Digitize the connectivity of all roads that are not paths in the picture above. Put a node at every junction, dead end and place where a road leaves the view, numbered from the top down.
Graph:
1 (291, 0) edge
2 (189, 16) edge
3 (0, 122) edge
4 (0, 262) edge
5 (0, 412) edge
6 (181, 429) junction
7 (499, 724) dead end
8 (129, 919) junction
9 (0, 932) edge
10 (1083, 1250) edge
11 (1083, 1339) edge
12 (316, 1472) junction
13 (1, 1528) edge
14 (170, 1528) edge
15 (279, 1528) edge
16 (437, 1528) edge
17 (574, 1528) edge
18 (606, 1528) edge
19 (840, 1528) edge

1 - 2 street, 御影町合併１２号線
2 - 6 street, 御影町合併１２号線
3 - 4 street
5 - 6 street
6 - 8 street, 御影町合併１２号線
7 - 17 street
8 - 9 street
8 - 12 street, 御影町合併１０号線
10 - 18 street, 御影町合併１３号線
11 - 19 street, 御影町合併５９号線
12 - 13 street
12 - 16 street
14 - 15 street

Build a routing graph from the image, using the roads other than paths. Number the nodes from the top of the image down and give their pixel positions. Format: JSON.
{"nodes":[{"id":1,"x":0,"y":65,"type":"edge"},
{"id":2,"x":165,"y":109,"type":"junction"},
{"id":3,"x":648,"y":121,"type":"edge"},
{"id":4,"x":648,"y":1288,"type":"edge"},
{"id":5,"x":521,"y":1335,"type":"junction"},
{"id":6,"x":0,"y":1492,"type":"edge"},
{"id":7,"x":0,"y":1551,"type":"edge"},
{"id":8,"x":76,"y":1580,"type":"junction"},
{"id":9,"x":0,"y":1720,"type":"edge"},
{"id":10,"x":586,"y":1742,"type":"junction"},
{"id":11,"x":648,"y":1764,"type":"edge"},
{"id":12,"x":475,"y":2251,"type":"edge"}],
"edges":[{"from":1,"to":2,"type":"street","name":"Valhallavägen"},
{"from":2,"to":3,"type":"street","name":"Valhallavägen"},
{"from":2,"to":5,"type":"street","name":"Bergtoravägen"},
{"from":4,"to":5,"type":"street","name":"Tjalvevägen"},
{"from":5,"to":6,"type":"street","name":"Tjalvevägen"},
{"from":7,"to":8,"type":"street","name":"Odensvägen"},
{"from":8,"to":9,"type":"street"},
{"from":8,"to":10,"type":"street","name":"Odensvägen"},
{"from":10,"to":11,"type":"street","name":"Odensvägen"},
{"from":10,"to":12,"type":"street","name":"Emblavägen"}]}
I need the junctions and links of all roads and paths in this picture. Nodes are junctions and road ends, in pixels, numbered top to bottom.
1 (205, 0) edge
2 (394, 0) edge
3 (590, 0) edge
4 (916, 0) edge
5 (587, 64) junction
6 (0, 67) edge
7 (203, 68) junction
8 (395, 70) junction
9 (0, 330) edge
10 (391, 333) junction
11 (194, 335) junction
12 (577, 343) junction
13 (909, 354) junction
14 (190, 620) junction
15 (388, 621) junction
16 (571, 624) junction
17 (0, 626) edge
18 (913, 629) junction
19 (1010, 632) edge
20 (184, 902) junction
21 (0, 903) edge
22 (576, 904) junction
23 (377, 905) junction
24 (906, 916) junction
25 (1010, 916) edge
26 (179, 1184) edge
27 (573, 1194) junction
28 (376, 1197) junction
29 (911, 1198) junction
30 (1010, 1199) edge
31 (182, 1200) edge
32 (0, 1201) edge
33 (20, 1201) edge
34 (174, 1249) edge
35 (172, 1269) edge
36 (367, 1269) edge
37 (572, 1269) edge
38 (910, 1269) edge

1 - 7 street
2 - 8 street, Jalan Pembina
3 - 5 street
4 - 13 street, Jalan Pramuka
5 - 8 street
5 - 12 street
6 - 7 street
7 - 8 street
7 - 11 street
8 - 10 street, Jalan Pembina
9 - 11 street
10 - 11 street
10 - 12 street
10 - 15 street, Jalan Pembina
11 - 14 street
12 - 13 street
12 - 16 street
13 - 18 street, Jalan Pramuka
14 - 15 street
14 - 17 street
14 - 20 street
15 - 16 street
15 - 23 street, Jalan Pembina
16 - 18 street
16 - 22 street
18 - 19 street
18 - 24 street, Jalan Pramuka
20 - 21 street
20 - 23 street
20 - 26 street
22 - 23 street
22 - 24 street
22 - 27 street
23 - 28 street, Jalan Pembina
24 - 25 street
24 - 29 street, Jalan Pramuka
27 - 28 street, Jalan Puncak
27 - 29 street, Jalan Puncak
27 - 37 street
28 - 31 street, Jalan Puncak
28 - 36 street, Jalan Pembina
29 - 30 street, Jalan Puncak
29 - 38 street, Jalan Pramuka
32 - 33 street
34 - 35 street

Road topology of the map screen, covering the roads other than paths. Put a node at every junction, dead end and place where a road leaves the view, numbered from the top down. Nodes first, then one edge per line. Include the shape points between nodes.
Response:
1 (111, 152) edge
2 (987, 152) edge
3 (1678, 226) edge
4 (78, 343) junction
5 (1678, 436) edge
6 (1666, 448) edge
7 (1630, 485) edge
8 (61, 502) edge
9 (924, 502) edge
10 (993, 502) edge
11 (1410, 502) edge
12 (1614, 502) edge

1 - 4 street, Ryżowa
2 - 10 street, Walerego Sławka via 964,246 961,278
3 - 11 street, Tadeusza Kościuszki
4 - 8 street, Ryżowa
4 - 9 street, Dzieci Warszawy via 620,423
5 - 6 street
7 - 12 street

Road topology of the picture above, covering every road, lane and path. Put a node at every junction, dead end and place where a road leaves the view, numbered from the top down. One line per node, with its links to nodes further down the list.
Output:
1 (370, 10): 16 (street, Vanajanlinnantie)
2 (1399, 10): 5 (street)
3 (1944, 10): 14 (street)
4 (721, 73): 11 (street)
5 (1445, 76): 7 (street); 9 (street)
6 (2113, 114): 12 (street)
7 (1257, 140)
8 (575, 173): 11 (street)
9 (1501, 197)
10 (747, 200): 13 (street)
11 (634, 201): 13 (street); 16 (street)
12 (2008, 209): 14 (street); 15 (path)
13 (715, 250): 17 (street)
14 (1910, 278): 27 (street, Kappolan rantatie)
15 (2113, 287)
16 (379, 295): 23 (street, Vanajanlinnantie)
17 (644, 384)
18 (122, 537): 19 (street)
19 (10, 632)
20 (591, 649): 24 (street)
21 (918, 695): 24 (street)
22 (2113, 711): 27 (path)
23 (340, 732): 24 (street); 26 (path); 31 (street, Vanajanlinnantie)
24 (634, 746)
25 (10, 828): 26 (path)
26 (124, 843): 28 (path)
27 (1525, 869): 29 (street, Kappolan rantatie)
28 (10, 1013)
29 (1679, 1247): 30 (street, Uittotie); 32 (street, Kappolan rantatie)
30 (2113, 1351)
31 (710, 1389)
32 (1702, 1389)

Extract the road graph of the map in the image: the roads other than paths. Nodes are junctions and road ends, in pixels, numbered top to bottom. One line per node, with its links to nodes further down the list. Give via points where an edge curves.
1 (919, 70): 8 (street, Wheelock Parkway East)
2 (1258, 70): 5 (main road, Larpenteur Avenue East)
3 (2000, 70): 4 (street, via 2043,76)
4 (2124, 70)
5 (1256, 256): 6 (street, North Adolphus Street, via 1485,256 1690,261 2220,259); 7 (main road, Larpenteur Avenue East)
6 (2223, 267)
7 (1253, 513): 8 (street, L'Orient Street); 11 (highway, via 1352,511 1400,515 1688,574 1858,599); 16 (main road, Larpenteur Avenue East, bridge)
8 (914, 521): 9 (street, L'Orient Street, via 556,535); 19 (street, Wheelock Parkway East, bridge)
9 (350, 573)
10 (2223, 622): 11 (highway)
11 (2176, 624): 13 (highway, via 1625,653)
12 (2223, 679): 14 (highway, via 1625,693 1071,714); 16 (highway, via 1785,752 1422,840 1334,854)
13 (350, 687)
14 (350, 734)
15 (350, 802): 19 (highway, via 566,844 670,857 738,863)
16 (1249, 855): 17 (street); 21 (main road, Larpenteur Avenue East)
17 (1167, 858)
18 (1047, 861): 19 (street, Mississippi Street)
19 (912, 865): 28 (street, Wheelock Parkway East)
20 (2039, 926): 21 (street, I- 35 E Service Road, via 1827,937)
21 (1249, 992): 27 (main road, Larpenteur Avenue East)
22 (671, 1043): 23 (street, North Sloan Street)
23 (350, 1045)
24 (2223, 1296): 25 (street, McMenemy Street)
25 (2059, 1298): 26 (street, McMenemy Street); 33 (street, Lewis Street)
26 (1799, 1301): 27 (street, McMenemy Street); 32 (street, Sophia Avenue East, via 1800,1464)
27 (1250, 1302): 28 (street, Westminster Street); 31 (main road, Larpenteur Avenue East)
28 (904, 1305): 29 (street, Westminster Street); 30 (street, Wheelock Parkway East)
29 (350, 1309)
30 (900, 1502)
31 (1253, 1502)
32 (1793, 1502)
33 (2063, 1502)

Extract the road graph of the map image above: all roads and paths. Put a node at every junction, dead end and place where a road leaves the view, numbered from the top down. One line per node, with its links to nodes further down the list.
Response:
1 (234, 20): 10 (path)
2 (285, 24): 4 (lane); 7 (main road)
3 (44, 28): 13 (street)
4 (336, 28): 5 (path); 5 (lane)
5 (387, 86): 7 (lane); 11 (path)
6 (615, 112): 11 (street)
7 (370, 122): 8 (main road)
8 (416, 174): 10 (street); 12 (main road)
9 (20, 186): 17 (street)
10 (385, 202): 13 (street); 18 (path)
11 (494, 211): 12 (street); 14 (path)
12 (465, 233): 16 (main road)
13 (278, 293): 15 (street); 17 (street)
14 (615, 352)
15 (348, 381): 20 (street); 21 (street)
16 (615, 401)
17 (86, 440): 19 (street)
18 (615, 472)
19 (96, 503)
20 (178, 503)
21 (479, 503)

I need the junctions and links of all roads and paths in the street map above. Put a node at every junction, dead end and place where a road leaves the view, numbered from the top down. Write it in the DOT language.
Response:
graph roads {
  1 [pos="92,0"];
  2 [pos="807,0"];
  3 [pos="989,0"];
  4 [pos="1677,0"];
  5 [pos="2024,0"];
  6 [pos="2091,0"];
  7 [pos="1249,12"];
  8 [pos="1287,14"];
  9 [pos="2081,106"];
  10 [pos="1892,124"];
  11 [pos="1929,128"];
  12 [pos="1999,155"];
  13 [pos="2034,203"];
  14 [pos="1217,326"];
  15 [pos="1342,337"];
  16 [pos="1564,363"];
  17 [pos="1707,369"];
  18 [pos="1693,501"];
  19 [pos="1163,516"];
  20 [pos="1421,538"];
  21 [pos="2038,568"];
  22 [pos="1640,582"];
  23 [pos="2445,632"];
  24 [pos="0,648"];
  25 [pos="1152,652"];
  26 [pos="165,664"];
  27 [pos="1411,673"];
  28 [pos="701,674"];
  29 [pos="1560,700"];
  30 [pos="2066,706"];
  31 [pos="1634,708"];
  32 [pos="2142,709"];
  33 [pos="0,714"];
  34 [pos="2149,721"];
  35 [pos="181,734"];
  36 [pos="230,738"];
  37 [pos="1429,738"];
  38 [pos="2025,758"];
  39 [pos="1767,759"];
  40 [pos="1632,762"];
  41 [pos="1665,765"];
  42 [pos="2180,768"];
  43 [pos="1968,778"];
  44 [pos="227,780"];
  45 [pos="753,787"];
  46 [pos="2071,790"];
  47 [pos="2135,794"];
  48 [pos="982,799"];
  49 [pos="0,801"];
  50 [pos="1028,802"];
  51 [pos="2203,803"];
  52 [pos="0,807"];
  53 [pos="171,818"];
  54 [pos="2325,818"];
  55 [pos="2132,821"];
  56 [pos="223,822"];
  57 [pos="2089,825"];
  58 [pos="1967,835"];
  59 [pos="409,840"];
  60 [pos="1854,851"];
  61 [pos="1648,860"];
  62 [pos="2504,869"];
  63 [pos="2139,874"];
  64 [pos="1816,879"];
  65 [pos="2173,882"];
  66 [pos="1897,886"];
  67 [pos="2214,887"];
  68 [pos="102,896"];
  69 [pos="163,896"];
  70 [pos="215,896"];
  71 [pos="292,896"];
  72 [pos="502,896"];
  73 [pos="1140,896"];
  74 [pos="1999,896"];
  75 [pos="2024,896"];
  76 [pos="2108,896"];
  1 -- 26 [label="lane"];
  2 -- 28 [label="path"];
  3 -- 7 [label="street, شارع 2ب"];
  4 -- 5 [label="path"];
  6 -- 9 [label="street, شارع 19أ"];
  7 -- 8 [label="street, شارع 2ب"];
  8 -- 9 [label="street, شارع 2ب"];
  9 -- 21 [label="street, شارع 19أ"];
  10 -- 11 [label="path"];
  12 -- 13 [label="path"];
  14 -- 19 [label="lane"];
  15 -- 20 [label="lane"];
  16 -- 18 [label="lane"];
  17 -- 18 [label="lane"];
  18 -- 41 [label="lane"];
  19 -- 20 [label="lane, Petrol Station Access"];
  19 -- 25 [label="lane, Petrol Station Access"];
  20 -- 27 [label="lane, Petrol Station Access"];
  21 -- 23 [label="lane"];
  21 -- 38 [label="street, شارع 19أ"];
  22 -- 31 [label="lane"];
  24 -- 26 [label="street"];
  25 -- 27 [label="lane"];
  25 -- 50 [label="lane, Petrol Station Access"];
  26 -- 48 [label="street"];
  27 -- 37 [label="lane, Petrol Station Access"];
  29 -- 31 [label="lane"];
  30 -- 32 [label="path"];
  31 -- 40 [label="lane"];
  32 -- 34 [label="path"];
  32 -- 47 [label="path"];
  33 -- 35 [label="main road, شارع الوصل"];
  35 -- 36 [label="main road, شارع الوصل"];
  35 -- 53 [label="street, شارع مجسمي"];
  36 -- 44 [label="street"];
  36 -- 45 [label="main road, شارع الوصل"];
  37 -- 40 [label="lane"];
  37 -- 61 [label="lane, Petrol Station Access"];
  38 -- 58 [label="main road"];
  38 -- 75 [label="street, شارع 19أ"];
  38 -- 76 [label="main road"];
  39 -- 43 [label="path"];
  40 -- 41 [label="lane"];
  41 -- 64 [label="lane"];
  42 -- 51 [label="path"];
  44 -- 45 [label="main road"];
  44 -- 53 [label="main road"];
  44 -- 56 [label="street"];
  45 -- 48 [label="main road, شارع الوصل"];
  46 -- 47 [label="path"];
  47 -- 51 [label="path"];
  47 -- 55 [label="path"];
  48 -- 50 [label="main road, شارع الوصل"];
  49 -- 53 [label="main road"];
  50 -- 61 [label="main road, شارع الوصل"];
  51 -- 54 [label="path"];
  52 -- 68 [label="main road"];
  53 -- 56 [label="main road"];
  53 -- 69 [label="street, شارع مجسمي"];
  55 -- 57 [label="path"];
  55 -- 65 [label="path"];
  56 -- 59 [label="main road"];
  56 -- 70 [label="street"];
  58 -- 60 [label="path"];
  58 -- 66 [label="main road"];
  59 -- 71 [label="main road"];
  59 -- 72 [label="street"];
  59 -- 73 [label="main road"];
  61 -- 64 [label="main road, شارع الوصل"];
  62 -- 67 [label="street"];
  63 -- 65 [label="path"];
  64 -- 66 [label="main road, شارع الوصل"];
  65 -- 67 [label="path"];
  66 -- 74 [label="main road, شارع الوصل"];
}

════════════════════

What you have to do
Exactly how many lines of the records above contain "Access"? Please state only the number.

Written solution
6